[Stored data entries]
BEGIN

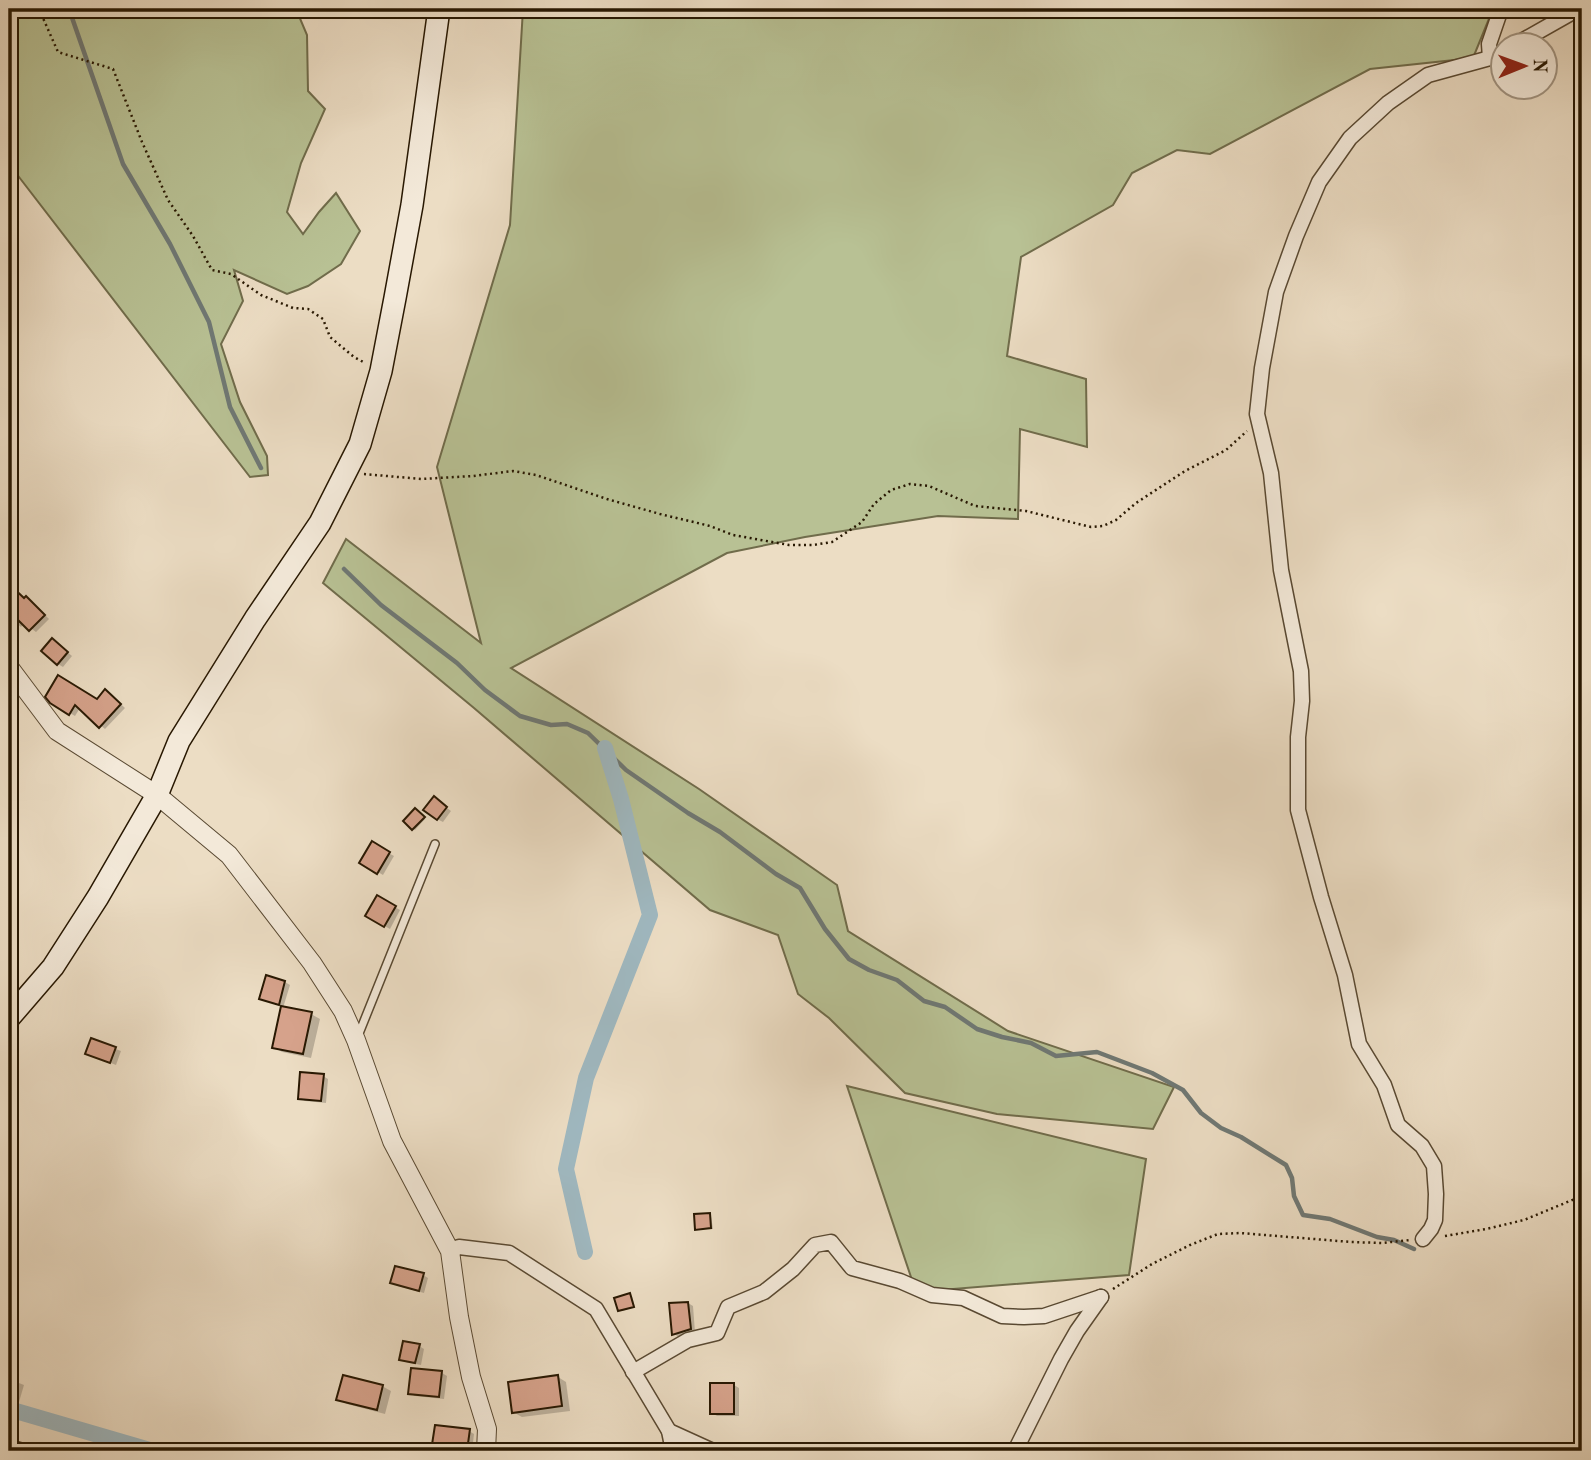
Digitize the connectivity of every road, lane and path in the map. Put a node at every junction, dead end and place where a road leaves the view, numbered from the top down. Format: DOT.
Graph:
graph roads {
  1 [pos="39,9"];
  2 [pos="439,9"];
  3 [pos="1501,9"];
  4 [pos="1582,10"];
  5 [pos="1493,32"];
  6 [pos="1538,32"];
  7 [pos="1490,56"];
  8 [pos="381,371"];
  9 [pos="1258,414"];
  10 [pos="347,473"];
  11 [pos="9,667"];
  12 [pos="157,795"];
  13 [pos="435,844"];
  14 [pos="9,1018"];
  15 [pos="356,1040"];
  16 [pos="1582,1196"];
  17 [pos="1423,1239"];
  18 [pos="450,1251"];
  19 [pos="1101,1297"];
  20 [pos="633,1372"];
  21 [pos="669,1431"];
  22 [pos="9,1443"];
  23 [pos="34,1451"];
  24 [pos="486,1451"];
  25 [pos="673,1451"];
  26 [pos="713,1451"];
  27 [pos="1015,1451"];
  1 -- 8 [label="path"];
  2 -- 8 [label="main road"];
  3 -- 5 [label="street"];
  4 -- 6 [label="street"];
  7 -- 9 [label="street"];
  8 -- 10 [label="main road"];
  9 -- 10 [label="path"];
  9 -- 17 [label="street"];
  10 -- 12 [label="main road"];
  11 -- 12 [label="street"];
  12 -- 14 [label="main road"];
  12 -- 15 [label="street"];
  13 -- 15 [label="lane"];
  15 -- 18 [label="street"];
  16 -- 17 [label="path"];
  17 -- 19 [label="path"];
  18 -- 20 [label="street"];
  18 -- 24 [label="street"];
  19 -- 20 [label="street"];
  19 -- 27 [label="street"];
  20 -- 21 [label="street"];
  21 -- 25 [label="street"];
  21 -- 26 [label="street"];
  22 -- 23 [label="lane"];
}
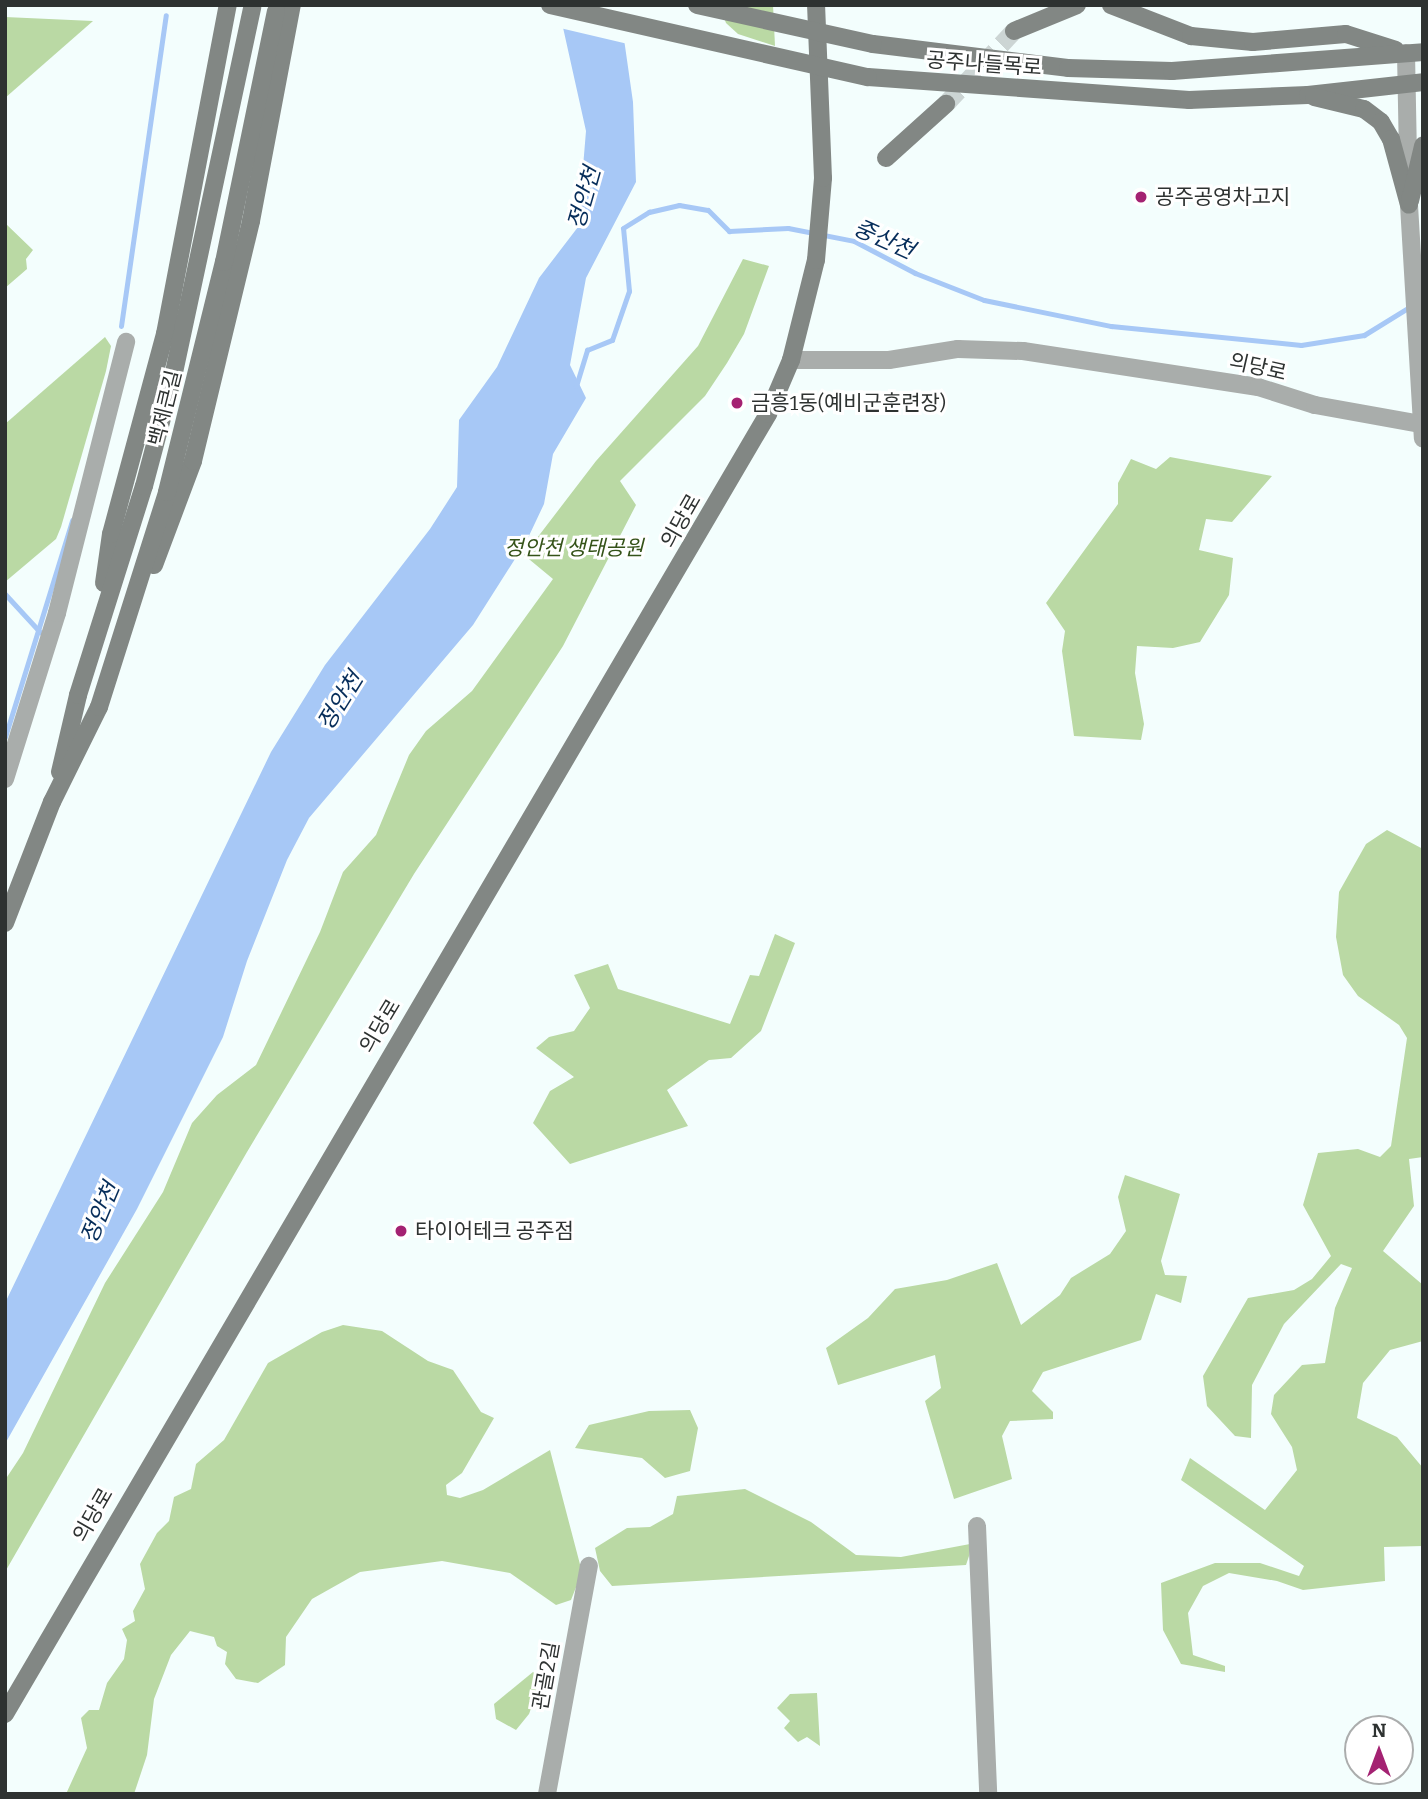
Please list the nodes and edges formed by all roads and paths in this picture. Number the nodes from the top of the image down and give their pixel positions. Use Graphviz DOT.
graph roads {
  1 [pos="228,5"];
  2 [pos="550,5"];
  3 [pos="697,5"];
  4 [pos="816,5"];
  5 [pos="1077,5"];
  6 [pos="1111,5"];
  7 [pos="252,7"];
  8 [pos="284,8"];
  9 [pos="1014,32"];
  10 [pos="1415,52"];
  11 [pos="1415,83"];
  12 [pos="1308,95"];
  13 [pos="946,104"];
  14 [pos="1423,146"];
  15 [pos="886,158"];
  16 [pos="1409,205"];
  17 [pos="126,342"];
  18 [pos="791,360"];
  19 [pos="1422,432"];
  20 [pos="99,624"];
  21 [pos="5,779"];
  22 [pos="52,802"];
  23 [pos="5,923"];
  24 [pos="978,1526"];
  25 [pos="589,1566"];
  26 [pos="5,1714"];
  27 [pos="547,1794"];
  28 [pos="988,1794"];
  1 -- 20 [label="main road"];
  2 -- 12 [label="main road, 공주나들목로, bridge"];
  3 -- 10 [label="main road, 공주나들목로, bridge"];
  4 -- 18 [label="main road, 의당로"];
  5 -- 9 [label="main road"];
  6 -- 10 [label="main road"];
  7 -- 20 [label="main road, 백제큰길"];
  8 -- 22 [label="main road, 백제큰길"];
  10 -- 11 [label="street"];
  11 -- 12 [label="main road, 공주나들목로"];
  11 -- 16 [label="street"];
  12 -- 16 [label="main road"];
  13 -- 15 [label="main road"];
  14 -- 16 [label="main road"];
  16 -- 19 [label="street"];
  17 -- 21 [label="street"];
  18 -- 19 [label="street, 의당로"];
  18 -- 26 [label="main road, 의당로"];
  20 -- 22 [label="main road, 백제큰길"];
  22 -- 23 [label="main road, 백제큰길"];
  24 -- 28 [label="street"];
  25 -- 27 [label="street, 관골2길"];
}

END

• DESCRIPTION OF THE TASK: Count of lines with "down": please work it out for the entries above and give the number by itself.

• YOUR SOLUTION: 2